**EXERCISE GOAL:** What lines of the material below hold the string "highway"? Copy them out.

**GIVEN ENTRIES:**

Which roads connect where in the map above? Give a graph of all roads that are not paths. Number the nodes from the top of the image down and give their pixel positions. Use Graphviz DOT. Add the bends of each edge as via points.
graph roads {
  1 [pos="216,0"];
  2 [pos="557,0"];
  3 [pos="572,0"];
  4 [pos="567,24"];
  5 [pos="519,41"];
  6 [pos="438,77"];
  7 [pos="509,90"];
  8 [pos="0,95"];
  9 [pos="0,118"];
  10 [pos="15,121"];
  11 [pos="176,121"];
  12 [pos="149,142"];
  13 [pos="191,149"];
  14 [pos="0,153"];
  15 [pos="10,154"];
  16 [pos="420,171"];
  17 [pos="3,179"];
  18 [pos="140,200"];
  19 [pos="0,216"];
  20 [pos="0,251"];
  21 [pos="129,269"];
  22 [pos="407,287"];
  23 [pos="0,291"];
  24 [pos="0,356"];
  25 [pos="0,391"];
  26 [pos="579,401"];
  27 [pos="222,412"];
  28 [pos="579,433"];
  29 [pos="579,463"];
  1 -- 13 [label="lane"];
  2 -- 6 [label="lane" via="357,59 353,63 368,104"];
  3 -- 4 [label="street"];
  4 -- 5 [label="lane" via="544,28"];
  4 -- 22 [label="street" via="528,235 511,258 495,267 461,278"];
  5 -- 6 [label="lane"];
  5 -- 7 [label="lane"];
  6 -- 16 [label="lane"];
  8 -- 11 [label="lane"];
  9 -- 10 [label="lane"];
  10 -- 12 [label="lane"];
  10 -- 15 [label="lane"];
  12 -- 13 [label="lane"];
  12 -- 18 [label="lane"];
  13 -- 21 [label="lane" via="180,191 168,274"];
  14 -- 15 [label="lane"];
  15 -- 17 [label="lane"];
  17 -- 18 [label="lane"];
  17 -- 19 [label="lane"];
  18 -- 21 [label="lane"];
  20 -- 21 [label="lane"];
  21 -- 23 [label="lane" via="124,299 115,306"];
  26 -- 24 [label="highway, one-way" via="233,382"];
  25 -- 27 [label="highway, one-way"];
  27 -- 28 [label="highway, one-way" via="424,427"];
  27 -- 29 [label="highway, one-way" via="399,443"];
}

**OUTPUT FOR THIS TASK:**
  26 -- 24 [label="highway, one-way" via="233,382"];
  25 -- 27 [label="highway, one-way"];
  27 -- 28 [label="highway, one-way" via="424,427"];
  27 -- 29 [label="highway, one-way" via="399,443"];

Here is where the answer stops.